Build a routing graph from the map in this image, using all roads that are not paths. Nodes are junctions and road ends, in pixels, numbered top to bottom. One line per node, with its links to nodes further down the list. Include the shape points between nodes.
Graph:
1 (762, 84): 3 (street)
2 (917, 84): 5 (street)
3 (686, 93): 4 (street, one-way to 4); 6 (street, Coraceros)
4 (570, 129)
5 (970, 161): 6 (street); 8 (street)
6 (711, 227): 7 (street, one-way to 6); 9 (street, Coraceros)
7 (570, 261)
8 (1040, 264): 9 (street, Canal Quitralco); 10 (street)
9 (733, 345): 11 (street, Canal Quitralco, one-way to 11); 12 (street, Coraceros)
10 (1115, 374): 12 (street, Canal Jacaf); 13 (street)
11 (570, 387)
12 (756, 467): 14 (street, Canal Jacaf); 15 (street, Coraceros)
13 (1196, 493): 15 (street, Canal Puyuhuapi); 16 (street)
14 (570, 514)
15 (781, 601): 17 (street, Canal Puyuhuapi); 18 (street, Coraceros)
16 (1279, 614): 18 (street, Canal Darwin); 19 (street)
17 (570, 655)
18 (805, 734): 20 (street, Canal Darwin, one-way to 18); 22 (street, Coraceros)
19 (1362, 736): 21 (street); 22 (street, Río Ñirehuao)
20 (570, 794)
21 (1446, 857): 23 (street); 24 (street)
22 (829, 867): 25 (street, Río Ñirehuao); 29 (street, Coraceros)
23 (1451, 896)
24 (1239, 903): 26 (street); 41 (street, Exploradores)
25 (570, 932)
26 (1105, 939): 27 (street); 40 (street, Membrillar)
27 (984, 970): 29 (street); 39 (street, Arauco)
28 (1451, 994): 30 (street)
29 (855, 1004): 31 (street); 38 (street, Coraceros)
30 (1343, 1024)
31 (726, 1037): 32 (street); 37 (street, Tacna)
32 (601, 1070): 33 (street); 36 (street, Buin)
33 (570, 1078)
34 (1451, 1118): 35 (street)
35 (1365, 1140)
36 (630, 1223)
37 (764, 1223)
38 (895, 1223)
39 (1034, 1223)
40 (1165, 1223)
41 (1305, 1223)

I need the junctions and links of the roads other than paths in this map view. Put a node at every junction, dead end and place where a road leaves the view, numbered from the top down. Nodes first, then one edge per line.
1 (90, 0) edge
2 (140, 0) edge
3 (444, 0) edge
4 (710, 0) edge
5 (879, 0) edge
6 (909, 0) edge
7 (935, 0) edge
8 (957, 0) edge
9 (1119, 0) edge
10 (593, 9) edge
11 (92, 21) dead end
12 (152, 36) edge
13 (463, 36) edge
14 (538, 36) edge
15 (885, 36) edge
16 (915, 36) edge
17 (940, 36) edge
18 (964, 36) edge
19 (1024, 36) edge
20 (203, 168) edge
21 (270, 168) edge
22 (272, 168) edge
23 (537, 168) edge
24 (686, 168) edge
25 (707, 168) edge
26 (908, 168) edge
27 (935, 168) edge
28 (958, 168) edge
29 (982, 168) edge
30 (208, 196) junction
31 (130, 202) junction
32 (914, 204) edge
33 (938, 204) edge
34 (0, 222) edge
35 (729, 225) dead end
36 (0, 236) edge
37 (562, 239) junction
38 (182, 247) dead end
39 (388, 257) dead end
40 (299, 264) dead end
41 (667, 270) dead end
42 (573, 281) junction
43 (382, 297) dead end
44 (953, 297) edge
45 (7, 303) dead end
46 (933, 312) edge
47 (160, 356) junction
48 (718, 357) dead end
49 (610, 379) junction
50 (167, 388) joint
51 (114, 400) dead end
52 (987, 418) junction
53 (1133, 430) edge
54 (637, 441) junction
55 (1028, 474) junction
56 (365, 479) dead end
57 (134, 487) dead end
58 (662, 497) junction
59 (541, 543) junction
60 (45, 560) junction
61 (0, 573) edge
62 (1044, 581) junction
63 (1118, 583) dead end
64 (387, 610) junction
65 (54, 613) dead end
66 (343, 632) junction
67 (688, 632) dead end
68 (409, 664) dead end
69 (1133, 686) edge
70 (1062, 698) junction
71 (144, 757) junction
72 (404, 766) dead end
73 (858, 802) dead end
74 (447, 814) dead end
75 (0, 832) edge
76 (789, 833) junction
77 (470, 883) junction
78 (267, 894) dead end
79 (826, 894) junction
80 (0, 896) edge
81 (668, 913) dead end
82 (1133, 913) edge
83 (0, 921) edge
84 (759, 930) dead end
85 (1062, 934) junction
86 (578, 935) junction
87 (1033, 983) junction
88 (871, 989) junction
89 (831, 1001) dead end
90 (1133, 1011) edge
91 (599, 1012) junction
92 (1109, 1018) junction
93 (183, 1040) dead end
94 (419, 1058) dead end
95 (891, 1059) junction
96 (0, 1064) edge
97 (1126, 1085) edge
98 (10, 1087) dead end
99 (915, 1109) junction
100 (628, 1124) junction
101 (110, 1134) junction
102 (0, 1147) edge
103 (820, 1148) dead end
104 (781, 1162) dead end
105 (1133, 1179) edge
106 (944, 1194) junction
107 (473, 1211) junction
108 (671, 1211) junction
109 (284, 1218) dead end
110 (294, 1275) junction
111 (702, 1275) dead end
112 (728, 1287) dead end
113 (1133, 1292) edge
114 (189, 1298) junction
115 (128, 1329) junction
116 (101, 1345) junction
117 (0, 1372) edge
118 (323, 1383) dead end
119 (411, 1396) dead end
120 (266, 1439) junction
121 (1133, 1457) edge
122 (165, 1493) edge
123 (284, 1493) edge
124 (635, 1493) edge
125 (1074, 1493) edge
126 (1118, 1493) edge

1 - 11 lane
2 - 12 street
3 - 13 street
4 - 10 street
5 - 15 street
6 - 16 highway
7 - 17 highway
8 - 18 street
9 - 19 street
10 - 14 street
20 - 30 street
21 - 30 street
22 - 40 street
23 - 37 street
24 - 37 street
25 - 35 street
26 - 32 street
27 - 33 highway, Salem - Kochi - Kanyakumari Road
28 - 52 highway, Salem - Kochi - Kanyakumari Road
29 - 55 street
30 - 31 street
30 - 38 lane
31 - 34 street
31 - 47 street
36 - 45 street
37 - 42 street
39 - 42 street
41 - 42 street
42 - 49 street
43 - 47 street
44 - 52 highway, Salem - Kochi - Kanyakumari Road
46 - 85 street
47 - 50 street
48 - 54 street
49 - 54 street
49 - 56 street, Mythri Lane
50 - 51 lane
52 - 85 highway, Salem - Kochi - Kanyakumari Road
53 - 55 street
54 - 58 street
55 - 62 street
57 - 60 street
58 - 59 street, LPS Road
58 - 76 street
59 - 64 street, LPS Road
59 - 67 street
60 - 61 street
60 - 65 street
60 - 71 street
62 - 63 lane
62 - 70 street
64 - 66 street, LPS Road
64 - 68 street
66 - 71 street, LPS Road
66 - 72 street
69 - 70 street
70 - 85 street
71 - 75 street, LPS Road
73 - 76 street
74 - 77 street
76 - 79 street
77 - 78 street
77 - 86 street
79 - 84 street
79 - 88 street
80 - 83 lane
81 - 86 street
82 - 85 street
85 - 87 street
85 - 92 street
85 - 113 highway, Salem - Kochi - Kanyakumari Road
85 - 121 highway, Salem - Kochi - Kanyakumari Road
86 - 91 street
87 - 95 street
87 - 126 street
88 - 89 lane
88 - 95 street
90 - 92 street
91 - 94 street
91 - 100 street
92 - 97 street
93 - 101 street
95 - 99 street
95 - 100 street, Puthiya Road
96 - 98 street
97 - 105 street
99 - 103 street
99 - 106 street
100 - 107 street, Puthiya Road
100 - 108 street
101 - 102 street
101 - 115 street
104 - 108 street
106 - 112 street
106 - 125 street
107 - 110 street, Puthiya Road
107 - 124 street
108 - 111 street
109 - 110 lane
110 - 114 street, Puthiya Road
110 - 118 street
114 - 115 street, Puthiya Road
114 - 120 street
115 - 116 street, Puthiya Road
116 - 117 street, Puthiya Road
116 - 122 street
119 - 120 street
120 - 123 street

+++

→ Problem statement
Please go through the data above and copy each line that has the word "Jacaf".

→ Result
10 (1115, 374): 12 (street, Canal Jacaf); 13 (street)
12 (756, 467): 14 (street, Canal Jacaf); 15 (street, Coraceros)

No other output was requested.